• [EXTRACTED INFORMATION]:
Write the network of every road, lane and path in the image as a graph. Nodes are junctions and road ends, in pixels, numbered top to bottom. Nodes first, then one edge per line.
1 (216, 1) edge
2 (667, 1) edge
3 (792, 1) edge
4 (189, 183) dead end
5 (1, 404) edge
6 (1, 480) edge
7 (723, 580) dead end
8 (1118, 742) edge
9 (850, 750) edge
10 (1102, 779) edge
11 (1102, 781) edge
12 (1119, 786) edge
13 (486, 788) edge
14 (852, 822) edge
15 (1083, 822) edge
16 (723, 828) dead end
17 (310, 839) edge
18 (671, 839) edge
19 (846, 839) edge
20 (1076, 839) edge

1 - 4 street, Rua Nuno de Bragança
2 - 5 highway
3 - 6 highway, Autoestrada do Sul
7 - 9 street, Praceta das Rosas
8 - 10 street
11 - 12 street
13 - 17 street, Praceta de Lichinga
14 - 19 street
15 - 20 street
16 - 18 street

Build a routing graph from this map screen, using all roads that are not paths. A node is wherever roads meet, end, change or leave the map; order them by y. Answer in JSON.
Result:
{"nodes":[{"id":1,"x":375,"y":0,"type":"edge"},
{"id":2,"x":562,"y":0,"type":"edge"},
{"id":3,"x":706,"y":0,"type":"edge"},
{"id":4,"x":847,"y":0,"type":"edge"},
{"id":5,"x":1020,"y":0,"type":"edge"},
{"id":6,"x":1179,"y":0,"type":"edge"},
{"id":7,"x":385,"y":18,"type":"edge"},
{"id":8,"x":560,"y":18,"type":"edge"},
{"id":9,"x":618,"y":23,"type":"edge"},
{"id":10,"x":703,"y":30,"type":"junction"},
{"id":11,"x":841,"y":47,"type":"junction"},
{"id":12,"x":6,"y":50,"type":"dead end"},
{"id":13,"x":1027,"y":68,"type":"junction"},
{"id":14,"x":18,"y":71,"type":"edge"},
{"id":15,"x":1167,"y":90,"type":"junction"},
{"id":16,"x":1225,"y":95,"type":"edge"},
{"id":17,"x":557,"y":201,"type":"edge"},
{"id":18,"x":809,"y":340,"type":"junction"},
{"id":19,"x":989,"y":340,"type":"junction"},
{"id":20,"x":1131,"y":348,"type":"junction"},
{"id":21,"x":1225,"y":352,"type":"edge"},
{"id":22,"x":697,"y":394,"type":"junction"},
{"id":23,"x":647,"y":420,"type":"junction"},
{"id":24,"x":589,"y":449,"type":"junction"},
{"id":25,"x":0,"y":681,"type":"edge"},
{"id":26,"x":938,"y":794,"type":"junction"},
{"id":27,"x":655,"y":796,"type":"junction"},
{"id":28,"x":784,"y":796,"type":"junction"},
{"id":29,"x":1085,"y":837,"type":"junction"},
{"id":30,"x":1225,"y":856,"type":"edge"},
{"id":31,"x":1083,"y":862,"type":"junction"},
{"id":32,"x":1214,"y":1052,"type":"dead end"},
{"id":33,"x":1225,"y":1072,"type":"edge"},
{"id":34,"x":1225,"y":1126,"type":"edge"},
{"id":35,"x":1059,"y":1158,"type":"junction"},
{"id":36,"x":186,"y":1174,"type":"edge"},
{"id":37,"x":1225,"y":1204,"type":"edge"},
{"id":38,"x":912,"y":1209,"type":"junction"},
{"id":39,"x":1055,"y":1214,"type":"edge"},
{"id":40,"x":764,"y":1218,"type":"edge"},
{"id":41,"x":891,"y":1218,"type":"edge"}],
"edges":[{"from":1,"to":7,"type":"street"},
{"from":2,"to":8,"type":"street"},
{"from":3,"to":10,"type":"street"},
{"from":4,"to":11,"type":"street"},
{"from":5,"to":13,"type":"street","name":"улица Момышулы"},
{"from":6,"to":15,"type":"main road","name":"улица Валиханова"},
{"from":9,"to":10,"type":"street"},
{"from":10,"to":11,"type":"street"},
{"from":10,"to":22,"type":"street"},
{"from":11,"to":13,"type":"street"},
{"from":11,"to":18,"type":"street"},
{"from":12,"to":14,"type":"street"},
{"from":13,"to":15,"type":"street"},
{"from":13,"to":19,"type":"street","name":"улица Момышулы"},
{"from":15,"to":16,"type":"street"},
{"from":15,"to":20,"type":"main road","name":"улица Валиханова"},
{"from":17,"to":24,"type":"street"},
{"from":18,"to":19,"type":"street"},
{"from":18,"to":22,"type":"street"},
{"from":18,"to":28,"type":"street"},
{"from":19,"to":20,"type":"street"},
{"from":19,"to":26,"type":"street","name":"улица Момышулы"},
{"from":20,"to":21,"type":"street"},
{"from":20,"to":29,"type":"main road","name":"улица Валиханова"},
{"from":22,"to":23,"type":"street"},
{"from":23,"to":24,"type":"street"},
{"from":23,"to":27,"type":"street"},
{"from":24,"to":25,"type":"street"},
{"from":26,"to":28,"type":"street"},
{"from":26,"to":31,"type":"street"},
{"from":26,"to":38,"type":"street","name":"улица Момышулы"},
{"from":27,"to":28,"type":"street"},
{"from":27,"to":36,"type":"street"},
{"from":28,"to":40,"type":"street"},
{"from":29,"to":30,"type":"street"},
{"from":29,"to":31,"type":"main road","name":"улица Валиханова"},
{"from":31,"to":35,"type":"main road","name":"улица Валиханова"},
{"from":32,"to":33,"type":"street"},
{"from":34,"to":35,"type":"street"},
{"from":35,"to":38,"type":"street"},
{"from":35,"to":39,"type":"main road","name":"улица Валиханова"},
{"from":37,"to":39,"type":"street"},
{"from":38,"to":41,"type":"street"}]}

• [EXERCISE INSTRUCTIONS]:
An exact, complete copy of the records is the expected answer.

• [EXPECTED OUTPUT]:
Write the network of every road, lane and path in the image as a graph. Nodes are junctions and road ends, in pixels, numbered top to bottom. Nodes first, then one edge per line.
1 (216, 1) edge
2 (667, 1) edge
3 (792, 1) edge
4 (189, 183) dead end
5 (1, 404) edge
6 (1, 480) edge
7 (723, 580) dead end
8 (1118, 742) edge
9 (850, 750) edge
10 (1102, 779) edge
11 (1102, 781) edge
12 (1119, 786) edge
13 (486, 788) edge
14 (852, 822) edge
15 (1083, 822) edge
16 (723, 828) dead end
17 (310, 839) edge
18 (671, 839) edge
19 (846, 839) edge
20 (1076, 839) edge

1 - 4 street, Rua Nuno de Bragança
2 - 5 highway
3 - 6 highway, Autoestrada do Sul
7 - 9 street, Praceta das Rosas
8 - 10 street
11 - 12 street
13 - 17 street, Praceta de Lichinga
14 - 19 street
15 - 20 street
16 - 18 street

Build a routing graph from this map screen, using all roads that are not paths. A node is wherever roads meet, end, change or leave the map; order them by y. Answer in JSON.
Result:
{"nodes":[{"id":1,"x":375,"y":0,"type":"edge"},
{"id":2,"x":562,"y":0,"type":"edge"},
{"id":3,"x":706,"y":0,"type":"edge"},
{"id":4,"x":847,"y":0,"type":"edge"},
{"id":5,"x":1020,"y":0,"type":"edge"},
{"id":6,"x":1179,"y":0,"type":"edge"},
{"id":7,"x":385,"y":18,"type":"edge"},
{"id":8,"x":560,"y":18,"type":"edge"},
{"id":9,"x":618,"y":23,"type":"edge"},
{"id":10,"x":703,"y":30,"type":"junction"},
{"id":11,"x":841,"y":47,"type":"junction"},
{"id":12,"x":6,"y":50,"type":"dead end"},
{"id":13,"x":1027,"y":68,"type":"junction"},
{"id":14,"x":18,"y":71,"type":"edge"},
{"id":15,"x":1167,"y":90,"type":"junction"},
{"id":16,"x":1225,"y":95,"type":"edge"},
{"id":17,"x":557,"y":201,"type":"edge"},
{"id":18,"x":809,"y":340,"type":"junction"},
{"id":19,"x":989,"y":340,"type":"junction"},
{"id":20,"x":1131,"y":348,"type":"junction"},
{"id":21,"x":1225,"y":352,"type":"edge"},
{"id":22,"x":697,"y":394,"type":"junction"},
{"id":23,"x":647,"y":420,"type":"junction"},
{"id":24,"x":589,"y":449,"type":"junction"},
{"id":25,"x":0,"y":681,"type":"edge"},
{"id":26,"x":938,"y":794,"type":"junction"},
{"id":27,"x":655,"y":796,"type":"junction"},
{"id":28,"x":784,"y":796,"type":"junction"},
{"id":29,"x":1085,"y":837,"type":"junction"},
{"id":30,"x":1225,"y":856,"type":"edge"},
{"id":31,"x":1083,"y":862,"type":"junction"},
{"id":32,"x":1214,"y":1052,"type":"dead end"},
{"id":33,"x":1225,"y":1072,"type":"edge"},
{"id":34,"x":1225,"y":1126,"type":"edge"},
{"id":35,"x":1059,"y":1158,"type":"junction"},
{"id":36,"x":186,"y":1174,"type":"edge"},
{"id":37,"x":1225,"y":1204,"type":"edge"},
{"id":38,"x":912,"y":1209,"type":"junction"},
{"id":39,"x":1055,"y":1214,"type":"edge"},
{"id":40,"x":764,"y":1218,"type":"edge"},
{"id":41,"x":891,"y":1218,"type":"edge"}],
"edges":[{"from":1,"to":7,"type":"street"},
{"from":2,"to":8,"type":"street"},
{"from":3,"to":10,"type":"street"},
{"from":4,"to":11,"type":"street"},
{"from":5,"to":13,"type":"street","name":"улица Момышулы"},
{"from":6,"to":15,"type":"main road","name":"улица Валиханова"},
{"from":9,"to":10,"type":"street"},
{"from":10,"to":11,"type":"street"},
{"from":10,"to":22,"type":"street"},
{"from":11,"to":13,"type":"street"},
{"from":11,"to":18,"type":"street"},
{"from":12,"to":14,"type":"street"},
{"from":13,"to":15,"type":"street"},
{"from":13,"to":19,"type":"street","name":"улица Момышулы"},
{"from":15,"to":16,"type":"street"},
{"from":15,"to":20,"type":"main road","name":"улица Валиханова"},
{"from":17,"to":24,"type":"street"},
{"from":18,"to":19,"type":"street"},
{"from":18,"to":22,"type":"street"},
{"from":18,"to":28,"type":"street"},
{"from":19,"to":20,"type":"street"},
{"from":19,"to":26,"type":"street","name":"улица Момышулы"},
{"from":20,"to":21,"type":"street"},
{"from":20,"to":29,"type":"main road","name":"улица Валиханова"},
{"from":22,"to":23,"type":"street"},
{"from":23,"to":24,"type":"street"},
{"from":23,"to":27,"type":"street"},
{"from":24,"to":25,"type":"street"},
{"from":26,"to":28,"type":"street"},
{"from":26,"to":31,"type":"street"},
{"from":26,"to":38,"type":"street","name":"улица Момышулы"},
{"from":27,"to":28,"type":"street"},
{"from":27,"to":36,"type":"street"},
{"from":28,"to":40,"type":"street"},
{"from":29,"to":30,"type":"street"},
{"from":29,"to":31,"type":"main road","name":"улица Валиханова"},
{"from":31,"to":35,"type":"main road","name":"улица Валиханова"},
{"from":32,"to":33,"type":"street"},
{"from":34,"to":35,"type":"street"},
{"from":35,"to":38,"type":"street"},
{"from":35,"to":39,"type":"main road","name":"улица Валиханова"},
{"from":37,"to":39,"type":"street"},
{"from":38,"to":41,"type":"street"}]}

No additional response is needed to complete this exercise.